Growth in Melbourne settles at a sustainable level
Following a brief stint as the top property market in Australia, the Melbourne market is slowing
It’s official: Melbourne is on the slow slide down the growth chart.
In the past 12 months, capital growth across the city of Melbourne was 10.1%, reports CoreLogic – down from an annual growth rate of 14.2% in September 2015.
Auction listings also decreased, which is believed to be a reflection of a steadying market.
“A lot of the demand and the supply in these suburbs were brought forward last year,” says Andrew Wilson, chief economist at Domain Group.
“The dramatic drop in stock levels today is showing the difference between the boom market last year, when a lot of action came into the market in late autumn and encouraged sellers, and the steady market we’re seeing this year.”
Strong population growth of around 2% per annum and a relatively strong economy, which has been creating more jobs, have underpinned the Melbourne property market, reports Michael Yardney, director of Metropole Property Strategists.
“The economy is fuelled by a lower dollar and interest rates,” he says.
“Property prices are more affordable than in Sydney, yet our incomes are comparable.”
Like Sydney, these positive factors have contributed to enhanced interstate and overseas migration.
First home buyers more active
First home buyer activity has been rising and was recorded at 3.8% in the month of May, based on the most recent ABS data.
With an official interest rate cut flooding through to mortgage holders in May, the first home buyer share of Melbourne’s property market is likely to grow as the year marches on, particularly if further rate cuts are delivered.
Sydney investors are also turning to Melbourne as an inexpensive investment compared to properties in their home state.
For some buyers, apartments in Melbourne have much better capital growth potential and higher yields, with purchasing price points that are far more accessible than in the Harbour City.
Yardney indicates that apartments with renovation potential established in the inner-eastern and southeastern areas of the metro are ideal investments, because renovations can add considerable value.
Another good option in the present market is the inner- or middle-ring suburban house, which can also be either renovated or developed.
“If your budget allows, buying a villa unit or a small house in the right suburb should deliver strong capital growth over the next few years,” Yardney says.
Homes and apartments in good locations within Melbourne’s middle-ring suburbs are limited.
With demand being greater than supply in these areas, auction clearance rates remain reasonably high and prices are staying strong.
Moreover, vacancy rates continue to dip, especially those of units, although vacancy rates of houses are still below 2%, Wilson reported in a Domain.com.au article in May.
Thus, competition is intense for rentals and rents are shooting up.
The massive Melbourne risk: oversupply
Although it’s got a lot going for it, Melbourne’s market also has a dark side: the considerable stock of new apartments in the CBD and the inner-city suburbs, which is expected to limit capital gains and rental growth.
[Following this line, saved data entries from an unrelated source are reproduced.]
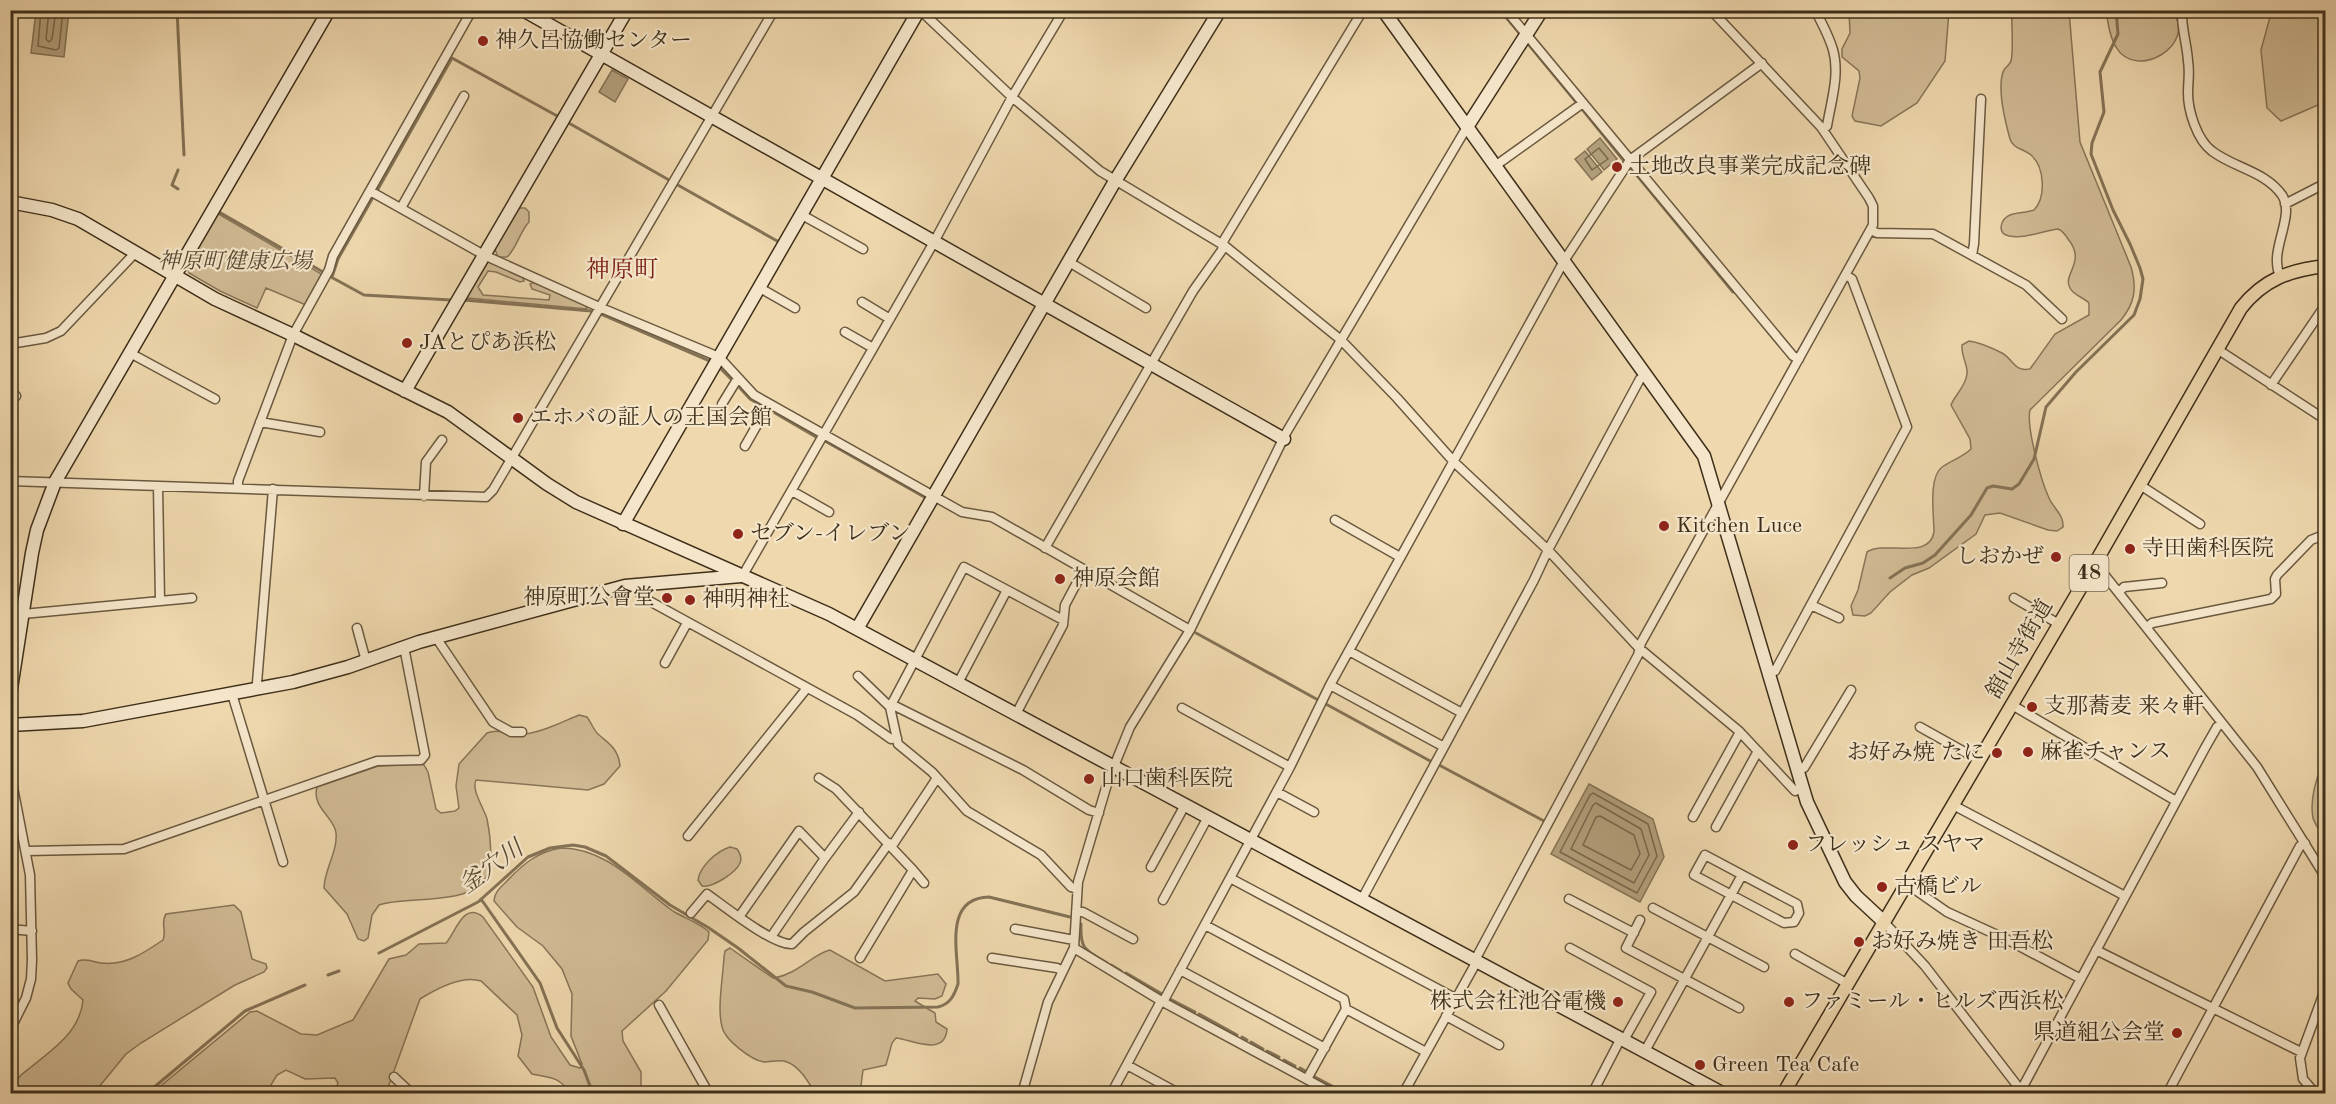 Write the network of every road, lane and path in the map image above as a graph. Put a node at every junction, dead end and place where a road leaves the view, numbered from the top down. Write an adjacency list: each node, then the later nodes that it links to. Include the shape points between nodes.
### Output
1 (328, 10): 47 (street)
2 (472, 10): 31 (street)
3 (523, 10): 17 (street)
4 (627, 10): 17 (street)
5 (774, 10): 23 (street)
6 (920, 10): 20 (street); 28 (street)
7 (1064, 10): 20 (street)
8 (1220, 10): 29 (street)
9 (1363, 10): 38 (street)
10 (1383, 10): 24 (street)
11 (1506, 10): 16 (street)
12 (1542, 10): 16 (street)
13 (1711, 10): 18 (street)
14 (1815, 10): 25 (street, via 1836,63 1827,126)
15 (2182, 10): 33 (street, via 2188,96 2200,135 2212,152 2264,177 2282,195)
16 (1527, 35): 22 (street); 24 (street)
17 (601, 54): 23 (street); 41 (street)
18 (1762, 63): 25 (street); 26 (street)
19 (464, 96): 34 (street)
20 (1012, 97): 29 (street); 37 (street)
21 (1981, 99): 42 (street)
22 (1583, 103): 26 (street); 27 (street)
23 (711, 116): 28 (street); 53 (street)
24 (1467, 127): 27 (street); 60 (street)
25 (1823, 129): 36 (street, via 1873,206)
26 (1630, 160): 43 (street); 66 (street)
27 (1496, 166): 43 (street)
28 (822, 179): 35 (street); 37 (street)
29 (1115, 181): 38 (street); 44 (street)
30 (2325, 183): 33 (street)
31 (370, 191): 34 (street); 59 (street)
32 (10, 202): 40 (street, via 65,214)
33 (2285, 204): 48 (street, via 2276,260)
34 (400, 208): 41 (street)
35 (802, 215): 39 (street); 49 (street)
36 (1871, 230): 42 (street, via 1933,234); 46 (street)
37 (934, 242): 51 (street); 56 (street)
38 (1223, 245): 60 (street); 67 (street)
39 (863, 249)
40 (136, 252): 47 (street); 61 (street, via 61,331 46,338)
41 (484, 255): 53 (street); 71 (street)
42 (1972, 255): 57 (street, via 2026,285)
43 (1564, 261): 68 (street); 83 (street)
44 (1069, 262): 51 (street); 55 (street)
45 (2325, 266): 48 (main road, 舘山寺街道 / 48)
46 (1846, 275): 66 (street); 112 (street, via 1852,279 1907,427)
47 (175, 276): 59 (street); 64 (street)
48 (2280, 276): 63 (main road, 舘山寺街道 / 48, via 2248,299)
49 (760, 288): 54 (street); 65 (street)
50 (861, 302): 56 (street)
51 (1045, 304): 67 (street); 92 (street)
52 (2325, 304): 70 (street)
53 (599, 307): 65 (street); 82 (street)
54 (795, 308)
55 (1146, 308)
56 (890, 319): 62 (street)
57 (2062, 319)
58 (845, 332): 62 (street)
59 (293, 335): 71 (street); 76 (street)
60 (1341, 340): 79 (street); 83 (street)
61 (10, 344)
62 (873, 348): 78 (street)
63 (2217, 350): 70 (street); 86 (main road, 舘山寺街道 / 48)
64 (130, 353): 72 (street); 85 (street)
65 (718, 357): 69 (street); 96 (street)
66 (1799, 359): 93 (street)
67 (1151, 363): 79 (street); 99 (street)
68 (1646, 375): 93 (street, via 1704,456); 100 (street, via 1640,379)
69 (738, 378): 73 (street); 74 (street, via 754,395)
70 (2271, 385): 75 (street)
71 (405, 391): 82 (street, via 460,419)
72 (215, 399)
73 (722, 404)
74 (770, 404): 78 (street); 81 (street)
75 (2325, 420)
76 (260, 422): 77 (street); 88 (street)
77 (320, 432)
78 (824, 435): 90 (street); 92 (street)
79 (1284, 439): 121 (street)
80 (442, 440): 91 (street, via 426,462)
81 (745, 446)
82 (512, 458): 91 (street, via 486,497); 96 (street, via 566,496)
83 (1454, 462): 100 (street); 101 (street)
84 (10, 481): 85 (street)
85 (55, 483): 87 (street); 113 (street, via 34,541)
86 (2140, 485): 97 (street); 102 (main road, 舘山寺街道 / 48)
87 (158, 486): 88 (street); 111 (street)
88 (238, 488): 89 (street)
89 (273, 489): 91 (street); 135 (street)
90 (792, 491): 94 (street); 104 (street)
91 (424, 496)
92 (934, 496): 99 (street, via 962,512 992,518); 120 (street)
93 (1719, 501): 125 (street); 130 (street)
94 (829, 512)
95 (1335, 520): 101 (street)
96 (623, 524): 104 (street)
97 (2200, 524)
98 (2325, 534): 118 (street, via 2311,540 2277,575 2276,594 2271,599)
99 (1045, 548): 103 (street)
100 (1548, 550): 125 (street); 142 (street)
101 (1401, 557): 126 (street)
102 (2094, 565): 108 (street); 117 (main road, 舘山寺街道 / 48)
103 (1084, 569): 115 (street, via 1065,604); 121 (street)
104 (744, 575): 106 (street); 120 (street)
105 (2162, 583): 108 (street, via 2124,587)
106 (636, 584): 116 (street, via 644,597); 122 (street)
107 (1007, 590): 115 (street); 127 (street, via 964,567); 132 (street)
108 (2119, 592): 118 (street)
109 (192, 598): 111 (street)
110 (2014, 598): 117 (street)
111 (160, 601): 113 (street)
112 (1811, 604): 114 (street); 130 (street, via 1775,671)
113 (23, 614): 123 (street)
114 (1839, 618)
115 (1064, 620): 143 (street)
116 (687, 623): 129 (street); 134 (street)
117 (2059, 624): 139 (main road, 舘山寺街道 / 48)
118 (2147, 627): 144 (street)
119 (357, 628): 128 (street)
120 (857, 629): 127 (street)
121 (1190, 630): 153 (street, via 1133,722)
122 (438, 637): 124 (street); 147 (street, via 493,722 511,732)
123 (14, 639): 138 (street)
124 (404, 647): 128 (street); 161 (street, via 425,755 421,760 377,761)
125 (1640, 649): 148 (street); 212 (street)
126 (1349, 651): 133 (street); 142 (street)
127 (915, 660): 132 (street); 140 (street)
128 (366, 662): 135 (street)
129 (665, 663)
130 (1769, 673): 155 (street)
131 (858, 676): 140 (street)
132 (958, 682): 143 (street)
133 (1330, 685): 150 (street); 154 (street)
134 (807, 688): 149 (street, via 891,739); 172 (street)
135 (258, 689): 137 (street)
136 (1851, 690): 155 (street, via 1804,768)
137 (232, 694): 145 (street, via 83,721); 161 (street)
138 (10, 695)
139 (2012, 705): 152 (main road, 舘山寺街道 / 48); 162 (street)
140 (891, 706): 149 (street); 168 (street, via 1023,770)
141 (1182, 708): 154 (street)
142 (1462, 712): 150 (street)
143 (1016, 714): 153 (street)
144 (2222, 723): 162 (street); 174 (street, via 2257,767)
145 (10, 725)
146 (1920, 727): 152 (street)
147 (522, 732)
148 (1740, 732): 151 (street); 170 (street)
149 (897, 738): 158 (street, via 898,744)
150 (1444, 747): 189 (street)
151 (1758, 751): 159 (street, via 1795,790); 171 (street)
152 (1979, 760): 164 (main road, 舘山寺街道 / 48)
153 (1114, 766): 163 (street); 168 (street)
154 (1290, 767): 160 (street)
155 (1797, 770): 159 (street)
156 (10, 772): 167 (street)
157 (819, 778): 165 (street)
158 (937, 778): 175 (street); 186 (street, via 967,811 1041,855)
159 (1803, 788): 197 (street, via 1845,882)
160 (1277, 792): 166 (street); 173 (street)
161 (264, 800): 176 (street, via 124,849); 178 (street)
162 (2176, 801): 188 (street)
163 (1185, 805): 169 (street); 179 (street)
164 (1953, 805): 185 (main road, 舘山寺街道 / 48); 188 (street)
165 (859, 812): 175 (street); 177 (street)
166 (1314, 812)
167 (14, 813): 176 (street)
168 (1099, 813): 186 (street)
169 (1208, 817): 173 (street); 191 (street)
170 (1693, 817)
171 (1716, 827)
172 (688, 836)
173 (1251, 840): 182 (street); 189 (street)
174 (2305, 843): 183 (street); 225 (street)
175 (890, 844): 180 (street); 203 (street, via 854,892 795,943 786,945)
176 (27, 851): 201 (street)
177 (825, 858): 195 (street, via 799,831); 203 (street)
178 (284, 862)
179 (1151, 867)
180 (913, 870): 184 (street); 210 (street)
181 (1742, 875): 187 (street); 187 (street, via 1705,855 1694,875); 187 (street, via 1797,904 1799,913 1794,922 1784,923)
182 (1230, 878): 198 (street); 220 (street)
183 (2325, 878)
184 (924, 883)
185 (1907, 884): 197 (main road, 舘山寺街道 / 48); 217 (street, via 1947,912)
186 (1077, 889): 193 (street)
187 (1731, 895): 204 (street)
188 (2125, 896): 208 (street)
189 (1362, 899): 212 (street)
190 (1569, 899): 202 (street)
191 (1163, 900)
192 (1653, 908): 204 (street)
193 (1076, 912): 205 (street); 206 (street)
194 (691, 913): 195 (street, via 707,894)
195 (739, 917): 203 (street)
196 (1640, 920): 202 (street)
197 (1884, 922): 218 (main road, 舘山寺街道 / 48); 238 (street, via 1925,966)
198 (1205, 925): 214 (street); 224 (street, via 1344,999)
199 (10, 929): 201 (street)
200 (1015, 929): 206 (street)
201 (32, 931): 227 (street, via 29,989)
202 (1634, 933): 216 (street, via 1626,948)
203 (771, 937)
204 (1708, 937): 213 (street); 216 (street)
205 (1133, 939)
206 (1074, 944): 215 (street); 221 (street)
207 (1570, 948): 228 (street, via 1651,992)
208 (2096, 950): 217 (street); 225 (street)
209 (1795, 954): 218 (street)
210 (860, 958)
211 (992, 958): 215 (street)
212 (1476, 960): 220 (street); 228 (street)
213 (1764, 967)
214 (1180, 970): 221 (street); 230 (street)
215 (1062, 971): 239 (street, via 1045,1012)
216 (1685, 979): 223 (street); 231 (street)
217 (2081, 979): 238 (street)
218 (1848, 984): 249 (main road, 舘山寺街道 / 48)
219 (2325, 987): 233 (street)
220 (1455, 998): 226 (street)
221 (1162, 1002): 234 (street); 236 (street)
222 (659, 1005): 242 (street)
223 (1739, 1008)
224 (1346, 1009): 230 (street); 232 (street)
225 (2212, 1009): 233 (street); 250 (street)
226 (1446, 1016): 229 (street); 232 (street)
227 (10, 1030)
228 (1623, 1039): 231 (street); 247 (street)
229 (1499, 1045)
230 (1325, 1048): 236 (street)
231 (1645, 1051): 237 (street)
232 (1425, 1052): 246 (street)
233 (2301, 1052): 240 (street, via 2301,1072)
234 (1127, 1065): 243 (street); 244 (street)
235 (394, 1077): 241 (street)
236 (1307, 1079): 245 (street)
237 (1707, 1089): 248 (street)
238 (2021, 1092)
239 (1024, 1093)
240 (2314, 1093)
241 (412, 1094)
242 (709, 1094)
243 (1111, 1094)
244 (1180, 1094)
245 (1334, 1094)
246 (1403, 1094)
247 (1592, 1094)
248 (1724, 1094)
249 (1783, 1094)
250 (2167, 1094) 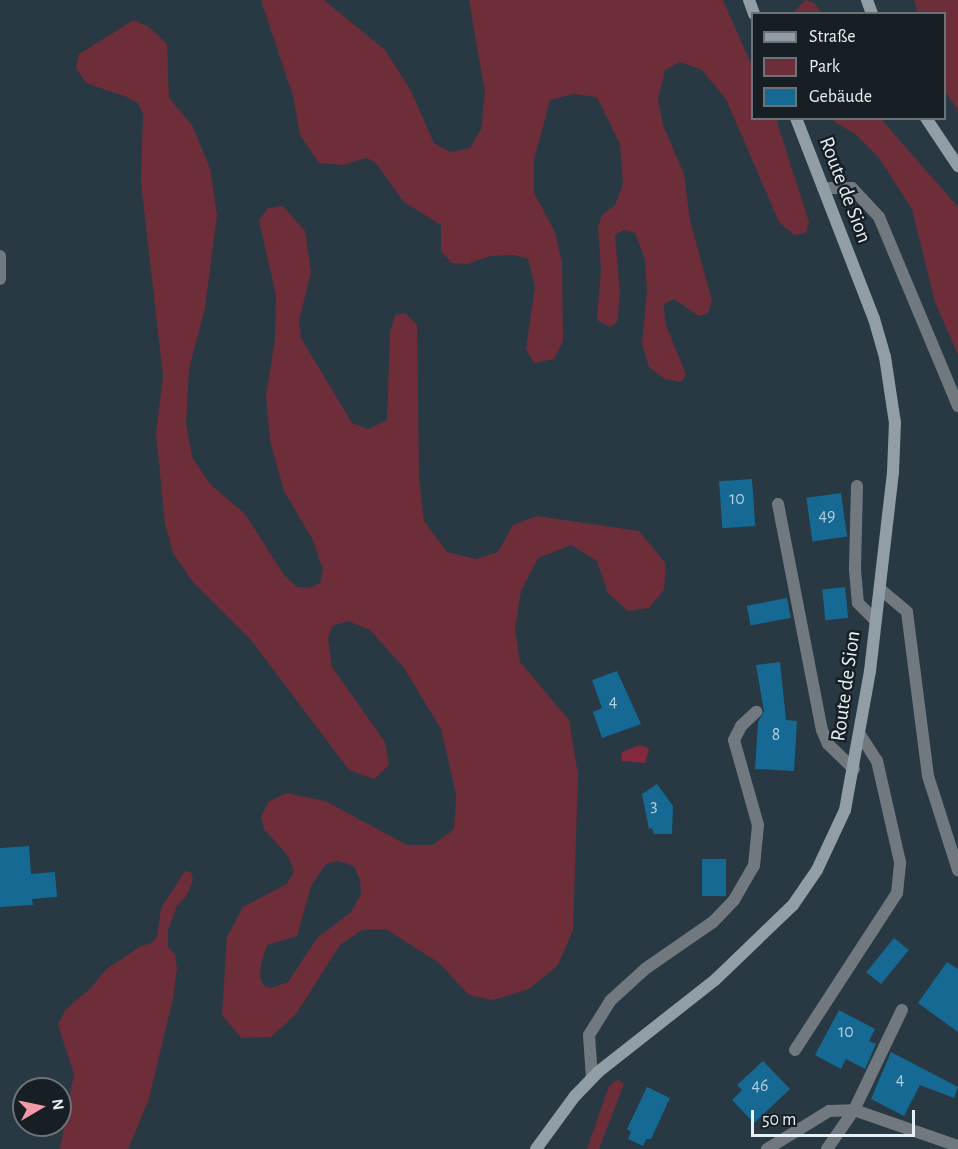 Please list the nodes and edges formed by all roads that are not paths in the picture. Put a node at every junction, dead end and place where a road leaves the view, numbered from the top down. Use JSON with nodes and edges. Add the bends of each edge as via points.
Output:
{"nodes":[{"id":1,"x":797,"y":120,"type":"edge"},
{"id":2,"x":927,"y":120,"type":"edge"},
{"id":3,"x":958,"y":166,"type":"edge"},
{"id":4,"x":823,"y":188,"type":"junction"},
{"id":5,"x":0,"y":256,"type":"edge"},
{"id":6,"x":0,"y":279,"type":"edge"},
{"id":7,"x":958,"y":406,"type":"edge"},
{"id":8,"x":857,"y":486,"type":"dead end"},
{"id":9,"x":778,"y":504,"type":"dead end"},
{"id":10,"x":880,"y":589,"type":"junction"},
{"id":11,"x":874,"y":620,"type":"junction"},
{"id":12,"x":756,"y":712,"type":"dead end"},
{"id":13,"x":861,"y":736,"type":"junction"},
{"id":14,"x":854,"y":768,"type":"junction"},
{"id":15,"x":958,"y":870,"type":"edge"},
{"id":16,"x":902,"y":1010,"type":"dead end"},
{"id":17,"x":795,"y":1050,"type":"dead end"},
{"id":18,"x":592,"y":1078,"type":"junction"},
{"id":19,"x":854,"y":1110,"type":"junction"},
{"id":20,"x":958,"y":1146,"type":"edge"},
{"id":21,"x":536,"y":1149,"type":"edge"},
{"id":22,"x":767,"y":1149,"type":"edge"},
{"id":23,"x":827,"y":1149,"type":"edge"}],
"edges":[{"from":1,"to":4,"type":"main road","name":"Route de Sion"},
{"from":2,"to":3,"type":"main road"},
{"from":4,"to":7,"type":"street","via":[[852,188],[879,217]]},
{"from":4,"to":10,"type":"main road","name":"Route de Sion","via":[[874,319],[892,392],[893,472]]},
{"from":5,"to":6,"type":"street"},
{"from":8,"to":11,"type":"street","via":[[858,603]]},
{"from":9,"to":14,"type":"street","via":[[822,730],[828,744]]},
{"from":10,"to":11,"type":"main road","name":"Route de Sion"},
{"from":10,"to":15,"type":"street","via":[[907,612],[928,776]]},
{"from":11,"to":13,"type":"main road","name":"Route de Sion"},
{"from":12,"to":18,"type":"street","via":[[741,726],[734,740],[758,825],[754,866],[734,900],[713,922],[645,969],[610,1001],[589,1035]]},
{"from":13,"to":14,"type":"main road","name":"Route de Sion"},
{"from":13,"to":17,"type":"street","via":[[877,761],[898,851],[897,893]]},
{"from":14,"to":18,"type":"main road","name":"Route de Sion","via":[[845,810],[831,843],[793,905],[715,980]]},
{"from":16,"to":19,"type":"street"},
{"from":18,"to":21,"type":"main road","name":"Route de Sion"},
{"from":19,"to":20,"type":"street"},
{"from":19,"to":22,"type":"street","via":[[829,1111]]},
{"from":19,"to":23,"type":"street"}]}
More units are in the process of development, from Docklands to Werribee.
“With a significant oversupply of new and off-the-plan apartments, and house and land packages in the outer suburbs, it is critical to steer clear of these submarkets,” Yardney states.
Paul Glossop, founder and director of Pure Property Investment, predicts that the oversupply will stunt yields in the next three to five years. Growth is expected to be suburb-specific as prices in general settle due to this issue.
“Demand will continue; however, supply is the question mark in the coming years,” Glossop says.
On the whole, he recommends that buyers focus on “developed areas with good facilities given the short-term issues from the inner city through to the suburbs”.
In terms of cash flow, the house market in rural Ouyen tops the Victorian market at $75 positive per week.
This suburb reported 5% growth over the past 12 months and a very high rental yield of 10%, according to CoreLogic.
Property prices are also very low, contributing to Ouyen’s attractiveness as an investment.
The affordable unit market in Kennington, a suburb of Bendigo, experienced a resurgence in the same period, with 19% growth, while sustaining positive cash flow.
The introduction of investors from Melbourne into Bendigo’s property market may increase prices and competition.
“Melbourne is a tough market,” Glossop confirms.
That said, he believes the cash flow wave in apartments situated away from the inner city can still be sustained for the next three or four years.